No, I actually haven’t been. I’ve done a lot of stuff. I did my own series in London called Lovejoy, which was an acclaimed series. It was very much a network kind of show about an antique dealer. Then, I did Deadwood, which was a neo-Western. To then get involvement in something like this feels very gratifying. It’s something completely different. It wasn’t something I would immediately gravitate toward, but once you’re part of it, it feels very exciting.
I will never forget your performance in American Horror Story: Asylum as that very, very bad Santa.
[Laughs] Ryan Murphy created something insane there. That show benefitted from having its tongue firmly in its cheek. Baroque horror, which I’d never done. American Gods, if you will, is baroque futuristic. It’s kind of nice to be able to fight Jessica Lange on screen for about 10 minutes. I don’t think many people get the opportunity to do that.

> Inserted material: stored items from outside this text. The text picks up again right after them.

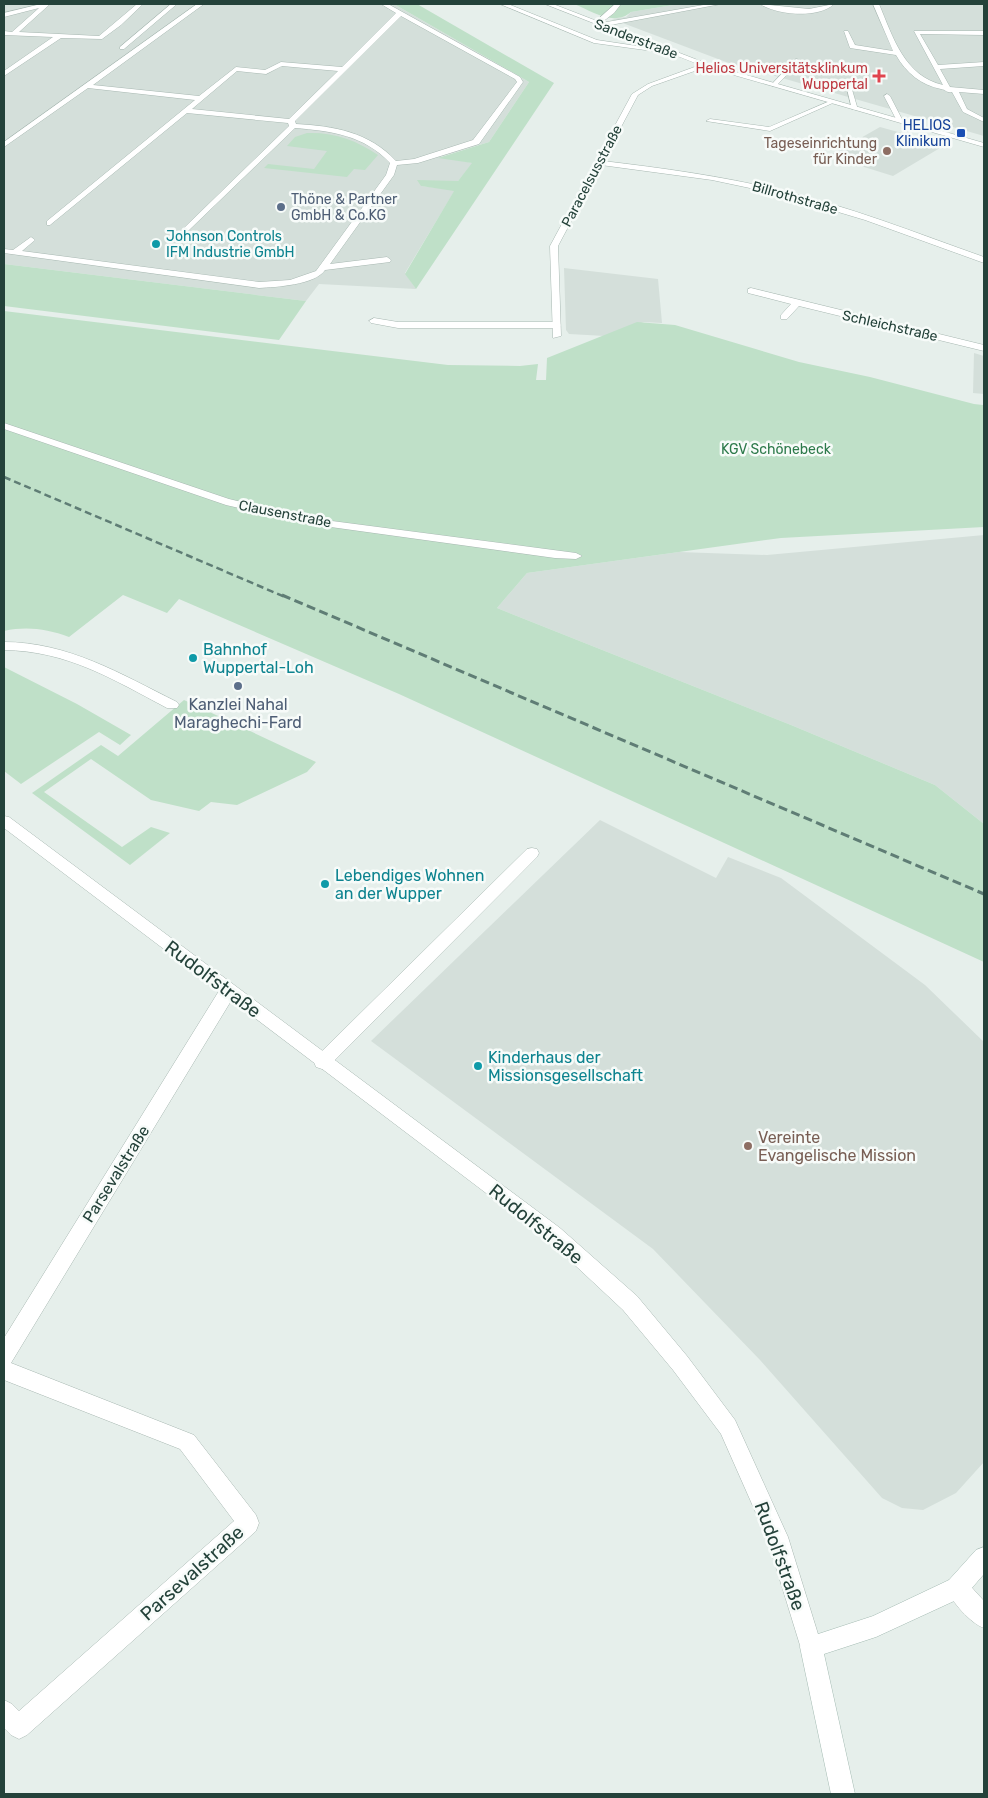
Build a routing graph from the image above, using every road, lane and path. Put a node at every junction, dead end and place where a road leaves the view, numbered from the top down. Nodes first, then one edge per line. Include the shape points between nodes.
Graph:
1 (47, 4) edge
2 (140, 4) edge
3 (174, 4) edge
4 (192, 4) edge
5 (200, 4) edge
6 (384, 4) edge
7 (503, 4) edge
8 (548, 4) edge
9 (618, 4) edge
10 (718, 4) edge
11 (763, 4) edge
12 (831, 4) edge
13 (876, 4) edge
14 (400, 13) junction
15 (4, 15) edge
16 (4, 21) edge
17 (26, 22) junction
18 (598, 24) junction
19 (15, 32) junction
20 (846, 32) dead end
21 (984, 32) edge
22 (4, 33) edge
23 (61, 35) junction
24 (667, 51) junction
25 (897, 53) junction
26 (114, 54) dead end
27 (798, 60) dead end
28 (984, 64) edge
29 (706, 65) junction
30 (935, 68) junction
31 (344, 69) junction
32 (4, 74) edge
33 (86, 76) dead end
34 (94, 80) junction
35 (774, 85) junction
36 (86, 86) junction
37 (848, 86) dead end
38 (952, 91) junction
39 (984, 92) edge
40 (887, 96) dead end
41 (199, 98) junction
42 (832, 102) junction
43 (856, 109) junction
44 (187, 111) junction
45 (984, 120) edge
46 (710, 121) dead end
47 (901, 121) junction
48 (292, 123) junction
49 (4, 145) edge
50 (984, 145) edge
51 (394, 163) junction
52 (599, 163) junction
53 (50, 223) dead end
54 (187, 230) dead end
55 (31, 240) dead end
56 (4, 251) edge
57 (14, 253) junction
58 (387, 260) dead end
59 (984, 260) edge
60 (322, 268) junction
61 (751, 291) dead end
62 (796, 304) junction
63 (784, 317) dead end
64 (374, 321) dead end
65 (556, 326) junction
66 (556, 336) dead end
67 (984, 348) edge
68 (4, 426) edge
69 (576, 556) dead end
70 (4, 646) edge
71 (172, 705) dead end
72 (4, 822) edge
73 (532, 854) dead end
74 (228, 991) junction
75 (322, 1062) junction
76 (4, 1356) edge
77 (4, 1370) edge
78 (984, 1558) edge
79 (958, 1588) junction
80 (984, 1617) edge
81 (811, 1646) junction
82 (4, 1712) edge
83 (843, 1794) edge

1 - 15 street
1 - 17 street
2 - 23 street via 100,38
3 - 26 street
4 - 5 street
5 - 34 street
6 - 14 street
7 - 24 street via 596,42
8 - 18 street, Sanderstraße
9 - 18 street
10 - 18 street
11 - 12 street via 783,10 812,10 825,9
13 - 25 street
14 - 31 street
14 - 51 street via 520,82 476,142 414,161
16 - 17 street
17 - 19 street
18 - 24 street, Sanderstraße
19 - 22 street
19 - 23 street
20 - 25 street via 852,47
21 - 30 street via 916,32
23 - 32 street
24 - 29 street, Sanderstraße
25 - 38 street via 908,71 921,81
27 - 35 street
28 - 30 street
29 - 35 street, Sanderstraße
29 - 52 street, Paracelsusstraße via 650,85 635,94
30 - 38 street
31 - 41 street via 281,64 266,72 236,69
31 - 48 street
33 - 34 street
34 - 36 street
35 - 42 street, Sanderstraße
36 - 41 street
36 - 49 street
37 - 43 street
38 - 39 street
38 - 45 street via 962,108
40 - 47 street
41 - 44 street
42 - 43 street, Sanderstraße
42 - 46 street via 770,129
43 - 47 street, Sanderstraße
44 - 48 street
44 - 53 street
47 - 50 street, Sanderstraße
48 - 51 street via 346,132 368,140 384,150
48 - 54 street
51 - 60 street via 390,175
52 - 59 street, Billrothstraße via 751,185 853,214
52 - 65 street, Paracelsusstraße via 554,246
55 - 57 street
56 - 57 street
57 - 60 street via 259,285 302,280 319,273
58 - 60 street
61 - 62 street, Schleichstraße
62 - 63 street
62 - 67 street, Schleichstraße
64 - 65 street
65 - 66 street, Paracelsusstraße
68 - 69 street, Clausenstraße via 226,502 300,519
70 - 71 street via 50,650 82,661
72 - 74 street, Rudolfstraße
73 - 75 street
74 - 75 street, Rudolfstraße
74 - 76 street, Parsevalstraße
75 - 81 street, Rudolfstraße via 554,1234 630,1303 728,1427 778,1537
77 - 82 street, Parsevalstraße via 187,1442 248,1523 19,1727
78 - 79 street
79 - 80 street
79 - 81 street via 876,1626
81 - 83 street, Rudolfstraße

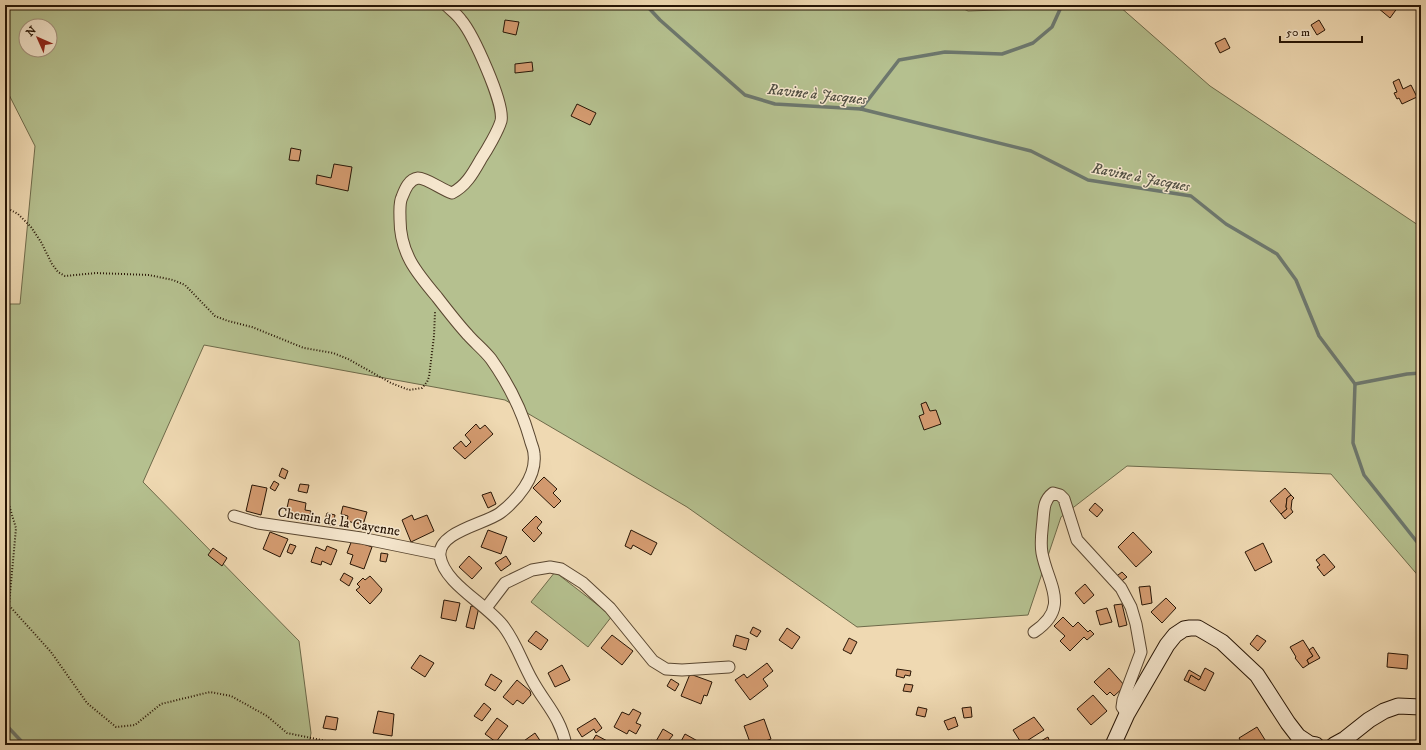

What’s your favorite moment from Season 1?
My favorite moment, personally, is the moment when Mr. Wednesday meets Shadow (Ricky Whittle) on the plane. It’s the first scene we ever shot, and it sort of cemented my relationship with Ricky who I think is terrific in the most difficult part. He has to react to everything. Shadow Moon is not the normal protagonist. You see everything through his eyes. I think our relationship was cemented that day. It was our first day of filming, and after that day, Ricky and I established a rapport that influenced our relationship through the rest of the show. It made it easier when we had scenes together because we already had that base together. The first few episodes comes off like a buddy movie in a sense. That’s the sort of grounding in the show. You’re wondering why this guy is sticking with Mr. Wednesday.
American Gods, starring Ian McShane and Ricky Whittle, wraps Season 1 Sunday night on Starz.